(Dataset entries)
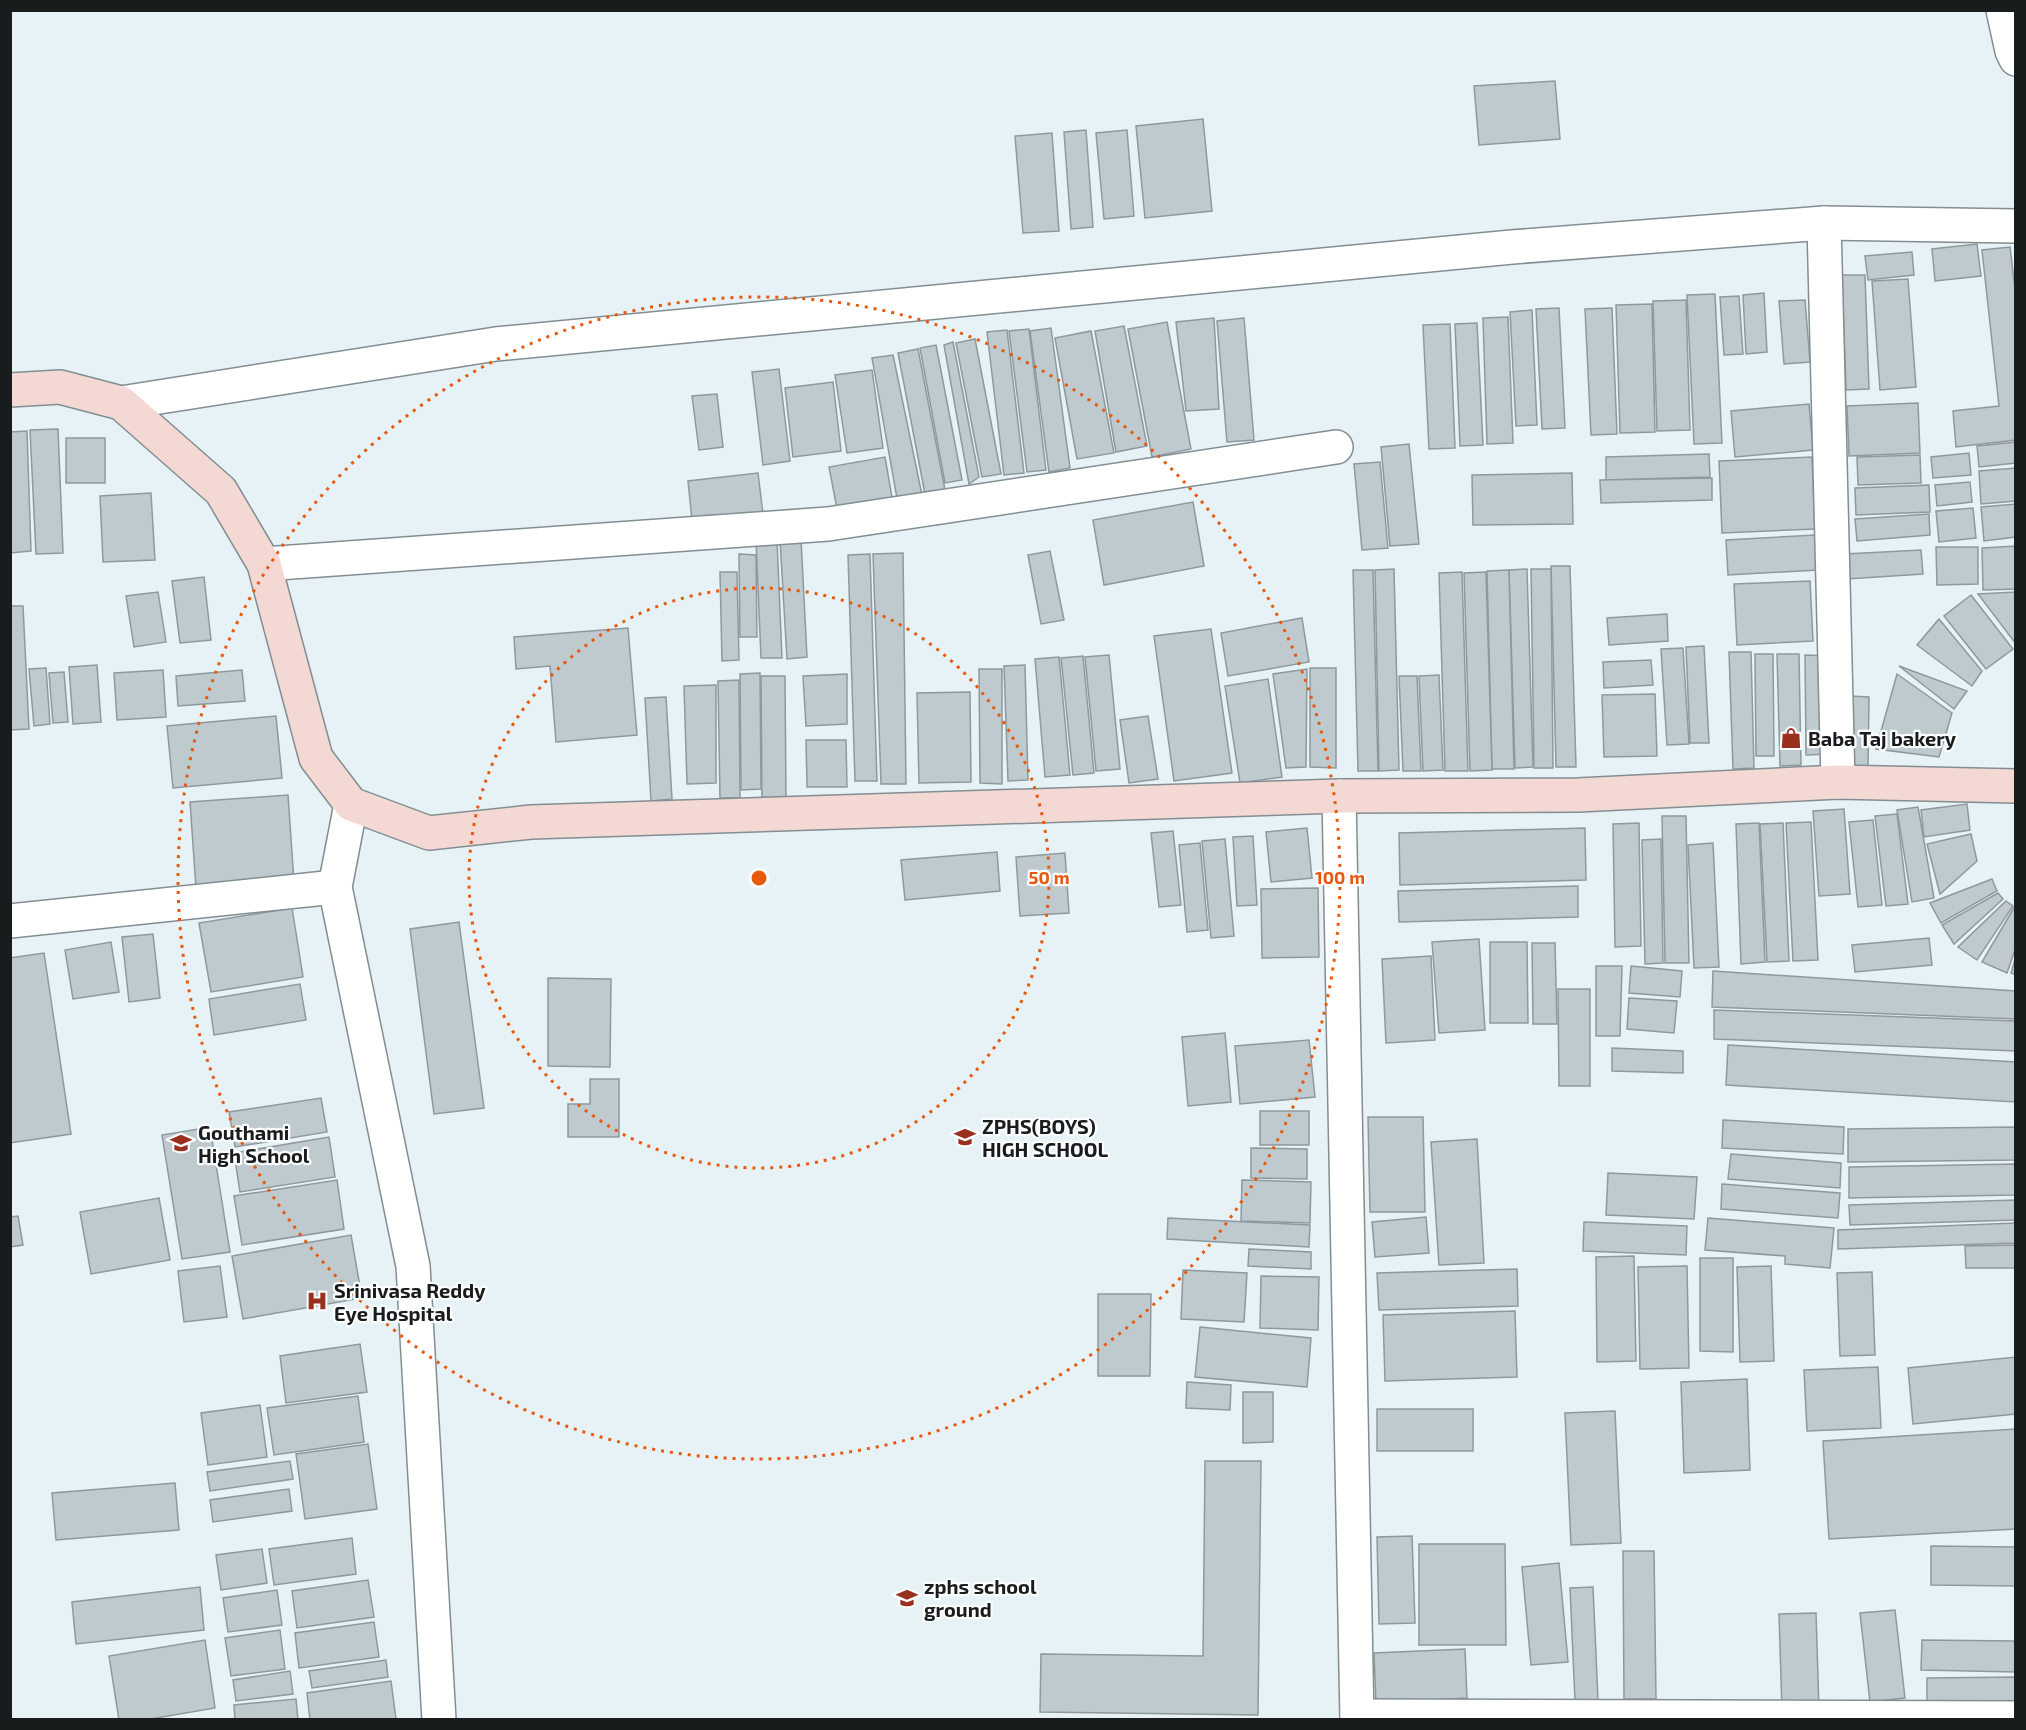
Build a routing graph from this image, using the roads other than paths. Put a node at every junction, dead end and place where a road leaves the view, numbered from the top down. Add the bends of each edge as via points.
1 (2002, 10) edge
2 (2016, 59) edge
3 (1824, 223) junction
4 (2016, 226) edge
5 (10, 390) edge
6 (121, 403) junction
7 (1336, 447) dead end
8 (264, 564) junction
9 (1838, 782) junction
10 (2016, 786) edge
11 (1339, 796) junction
12 (351, 804) junction
13 (335, 887) junction
14 (10, 921) edge
15 (1357, 1718) edge
16 (2016, 1718) edge
17 (439, 1719) edge

1 - 2 street
3 - 4 street
3 - 6 street via 1512,247 496,344
3 - 9 street
5 - 6 main road via 60,387
6 - 8 main road via 220,492
7 - 8 street via 828,524
8 - 12 main road via 315,758
9 - 10 main road
9 - 11 main road via 1578,795
11 - 12 main road via 531,822 429,833
11 - 15 street
12 - 13 street
13 - 14 street
13 - 17 street via 413,1266
15 - 16 street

### PROBLEM DESCRIPTION
Give the entries again exactly. Pictures stay out.

### RESULT FOR THIS TASK
Build a routing graph from this image, using the roads other than paths. Put a node at every junction, dead end and place where a road leaves the view, numbered from the top down. Add the bends of each edge as via points.
1 (2002, 10) edge
2 (2016, 59) edge
3 (1824, 223) junction
4 (2016, 226) edge
5 (10, 390) edge
6 (121, 403) junction
7 (1336, 447) dead end
8 (264, 564) junction
9 (1838, 782) junction
10 (2016, 786) edge
11 (1339, 796) junction
12 (351, 804) junction
13 (335, 887) junction
14 (10, 921) edge
15 (1357, 1718) edge
16 (2016, 1718) edge
17 (439, 1719) edge

1 - 2 street
3 - 4 street
3 - 6 street via 1512,247 496,344
3 - 9 street
5 - 6 main road via 60,387
6 - 8 main road via 220,492
7 - 8 street via 828,524
8 - 12 main road via 315,758
9 - 10 main road
9 - 11 main road via 1578,795
11 - 12 main road via 531,822 429,833
11 - 15 street
12 - 13 street
13 - 14 street
13 - 17 street via 413,1266
15 - 16 street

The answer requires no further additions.